#### [GOAL OF THE EXERCISE]
Retype, character for character, the line containing "Please list the" along with each line after it through the end of the data, and only those.

#### [EXERCISE DATA]
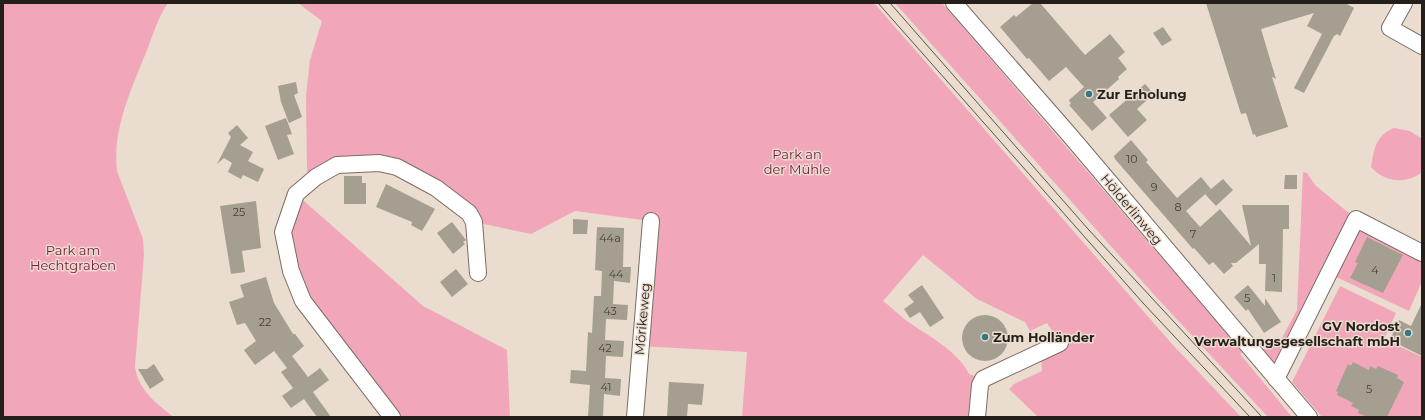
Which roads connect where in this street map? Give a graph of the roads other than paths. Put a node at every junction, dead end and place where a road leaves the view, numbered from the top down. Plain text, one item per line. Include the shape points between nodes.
1 (954, 3) edge
2 (1404, 3) edge
3 (1422, 46) edge
4 (651, 221) dead end
5 (1422, 253) edge
6 (478, 272) dead end
7 (1060, 343) dead end
8 (1276, 379) junction
9 (392, 417) edge
10 (635, 417) edge
11 (977, 417) edge
12 (1309, 417) edge

1 - 8 street, Hölderlinweg
2 - 3 street via 1390,28
4 - 10 street, Mörikeweg
5 - 8 street via 1356,219
6 - 9 street via 474,222 468,213 436,188 397,167 379,163 337,165 316,177 296,194 283,232 291,271 303,301
7 - 11 street via 983,379 980,385
8 - 12 street, Hölderlinweg

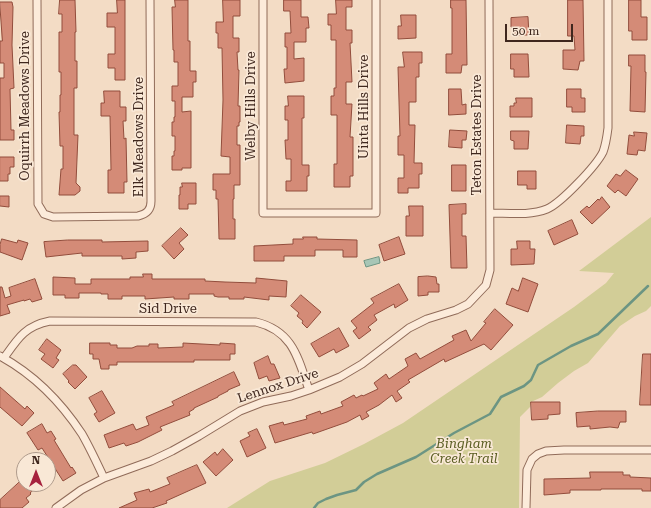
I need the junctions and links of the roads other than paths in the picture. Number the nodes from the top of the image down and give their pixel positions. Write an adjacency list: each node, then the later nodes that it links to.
1 (37, 0): 7 (street, Oquirrh Meadows Drive)
2 (150, 0): 7 (street, Elk Meadows Drive)
3 (263, 0): 8 (street, Welby Hills Drive)
4 (376, 0): 8 (street, Uinta Hills Drive)
5 (489, 0): 9 (street, Teton Estates Drive)
6 (608, 0): 9 (street)
7 (42, 211)
8 (376, 213)
9 (490, 213): 10 (street, Teton Estates Drive)
10 (490, 270): 12 (street, Lennox Drive)
11 (2, 357): 12 (street, Sid Drive); 14 (street)
12 (309, 390): 14 (street, Lennox Drive)
13 (651, 450): 16 (street)
14 (104, 478): 15 (street, Lennox Drive)
15 (56, 508)
16 (526, 508)

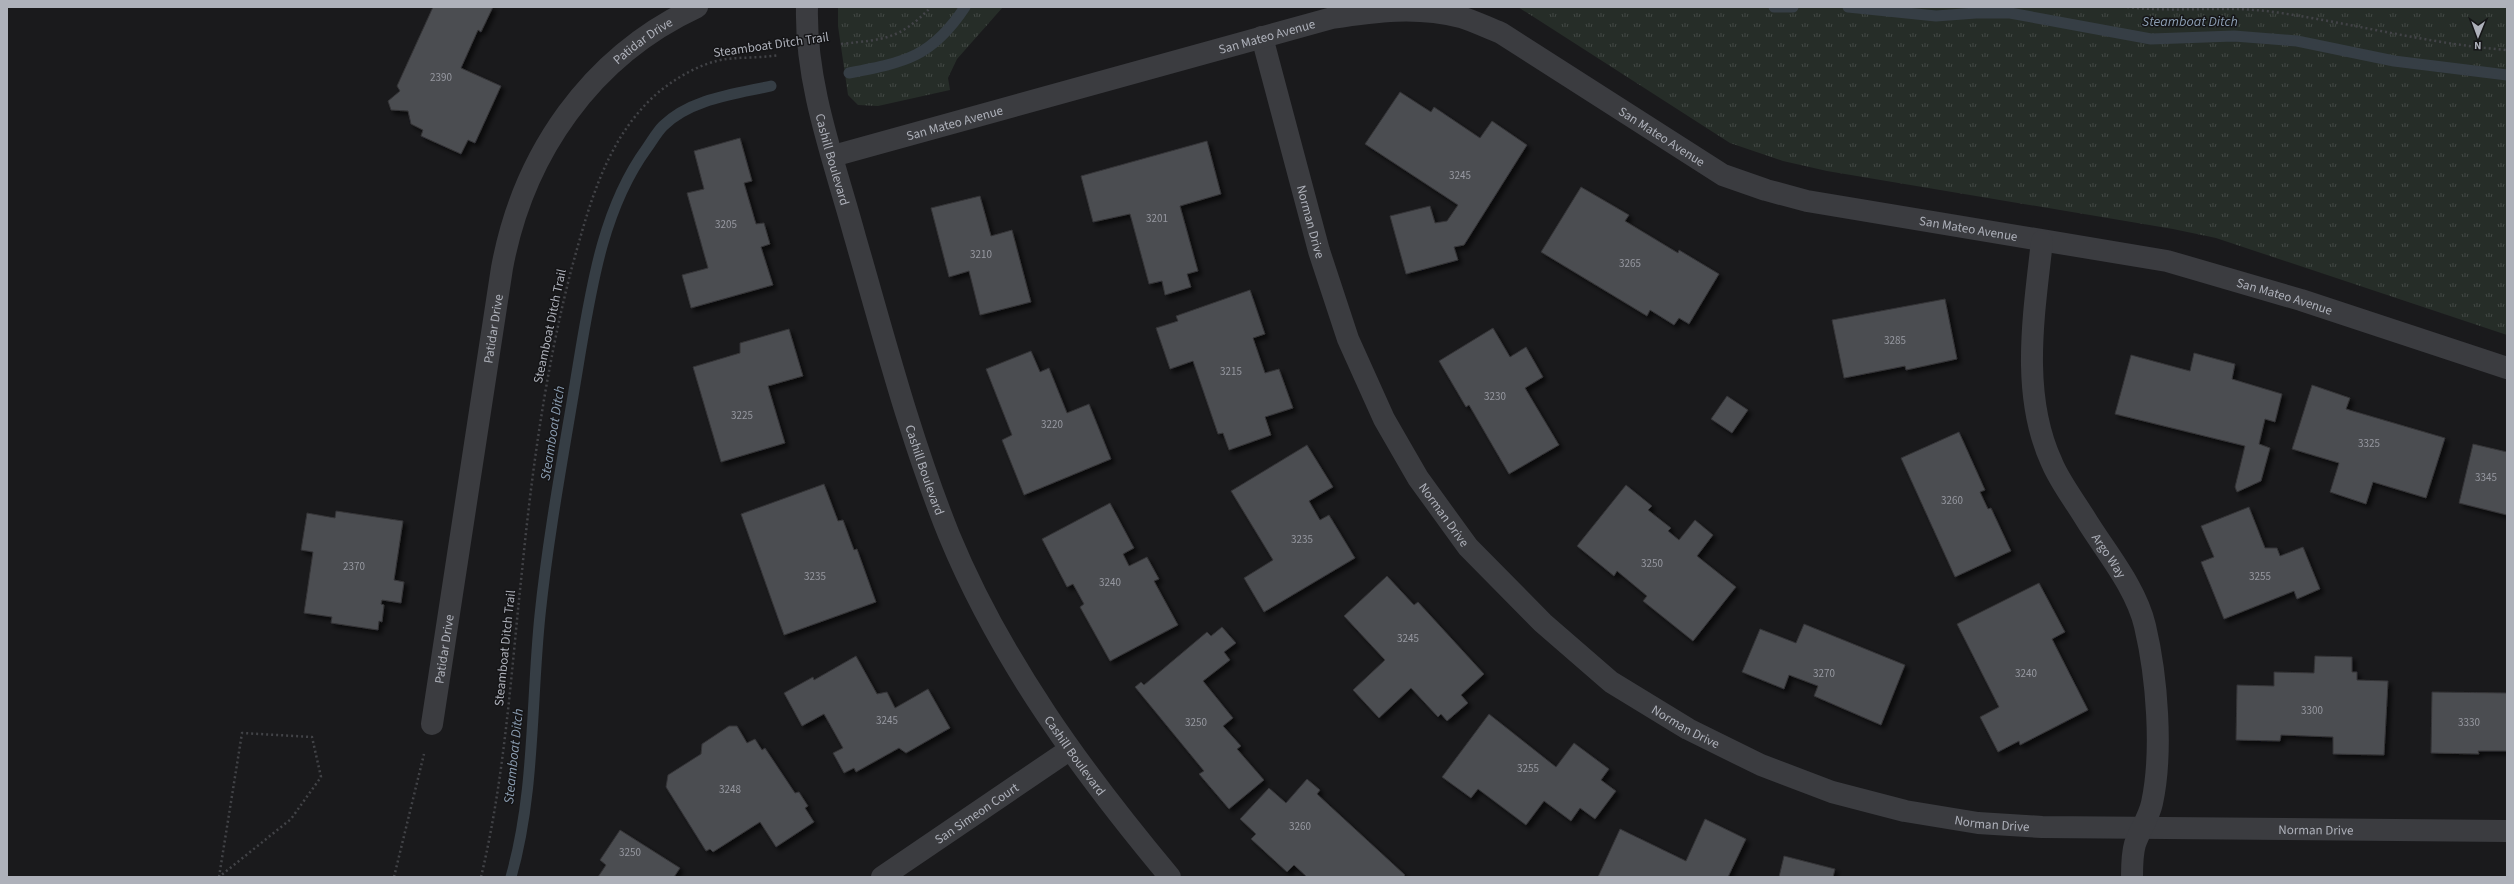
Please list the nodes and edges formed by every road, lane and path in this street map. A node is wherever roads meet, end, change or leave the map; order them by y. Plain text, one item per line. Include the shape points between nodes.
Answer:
1 (697, 7) edge
2 (807, 7) edge
3 (931, 7) edge
4 (2127, 7) edge
5 (1262, 37) junction
6 (809, 50) junction
7 (2507, 50) edge
8 (833, 156) junction
9 (2042, 241) junction
10 (2507, 368) edge
11 (432, 724) joint
12 (1070, 750) junction
13 (2142, 828) junction
14 (2507, 831) edge
15 (219, 877) edge
16 (394, 877) edge
17 (480, 877) edge
18 (882, 877) edge
19 (1170, 877) edge
20 (2132, 877) edge

1 - 11 street, Patidar Drive via 650,33 614,61 579,97 550,137 520,202 508,235 502,268
2 - 6 street, Cashill Boulevard
3 - 6 path, Steamboat Ditch Trail via 912,26 885,39
4 - 7 path via 2154,11 2225,8 2274,12 2470,47
5 - 8 street, San Mateo Avenue
5 - 9 street, San Mateo Avenue via 1332,18 1380,10 1422,10 1461,18 1501,33 1723,175 1807,201
5 - 13 street, Norman Drive via 1319,251 1348,339 1384,419 1418,478 1468,547 1543,623 1611,682 1688,729 1761,765 1832,792 1905,811 1978,823 2042,827
6 - 8 street, Cashill Boulevard via 818,100
6 - 17 path, Steamboat Ditch Trail via 709,62 684,75 653,97 621,134 604,166 585,220 550,362 533,470 499,774
8 - 12 street, Cashill Boulevard via 903,405 950,536 1018,669
9 - 10 street, San Mateo Avenue via 2167,261 2200,269
9 - 13 street, Argo Way via 2031,334 2038,426 2052,464 2129,589 2144,624 2152,664 2156,711 2156,772 2152,804
11 - 16 path
12 - 18 street, San Simeon Court
12 - 19 street, Cashill Boulevard
13 - 14 street, Norman Drive
13 - 20 street, Argo Way via 2134,845
15 - 15 path via 242,733 312,737 321,777 291,819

#### [WRITTEN SOLUTION]
Please list the nodes and edges formed by every road, lane and path in this street map. A node is wherever roads meet, end, change or leave the map; order them by y. Plain text, one item per line. Include the shape points between nodes.
Answer:
1 (697, 7) edge
2 (807, 7) edge
3 (931, 7) edge
4 (2127, 7) edge
5 (1262, 37) junction
6 (809, 50) junction
7 (2507, 50) edge
8 (833, 156) junction
9 (2042, 241) junction
10 (2507, 368) edge
11 (432, 724) joint
12 (1070, 750) junction
13 (2142, 828) junction
14 (2507, 831) edge
15 (219, 877) edge
16 (394, 877) edge
17 (480, 877) edge
18 (882, 877) edge
19 (1170, 877) edge
20 (2132, 877) edge

1 - 11 street, Patidar Drive via 650,33 614,61 579,97 550,137 520,202 508,235 502,268
2 - 6 street, Cashill Boulevard
3 - 6 path, Steamboat Ditch Trail via 912,26 885,39
4 - 7 path via 2154,11 2225,8 2274,12 2470,47
5 - 8 street, San Mateo Avenue
5 - 9 street, San Mateo Avenue via 1332,18 1380,10 1422,10 1461,18 1501,33 1723,175 1807,201
5 - 13 street, Norman Drive via 1319,251 1348,339 1384,419 1418,478 1468,547 1543,623 1611,682 1688,729 1761,765 1832,792 1905,811 1978,823 2042,827
6 - 8 street, Cashill Boulevard via 818,100
6 - 17 path, Steamboat Ditch Trail via 709,62 684,75 653,97 621,134 604,166 585,220 550,362 533,470 499,774
8 - 12 street, Cashill Boulevard via 903,405 950,536 1018,669
9 - 10 street, San Mateo Avenue via 2167,261 2200,269
9 - 13 street, Argo Way via 2031,334 2038,426 2052,464 2129,589 2144,624 2152,664 2156,711 2156,772 2152,804
11 - 16 path
12 - 18 street, San Simeon Court
12 - 19 street, Cashill Boulevard
13 - 14 street, Norman Drive
13 - 20 street, Argo Way via 2134,845
15 - 15 path via 242,733 312,737 321,777 291,819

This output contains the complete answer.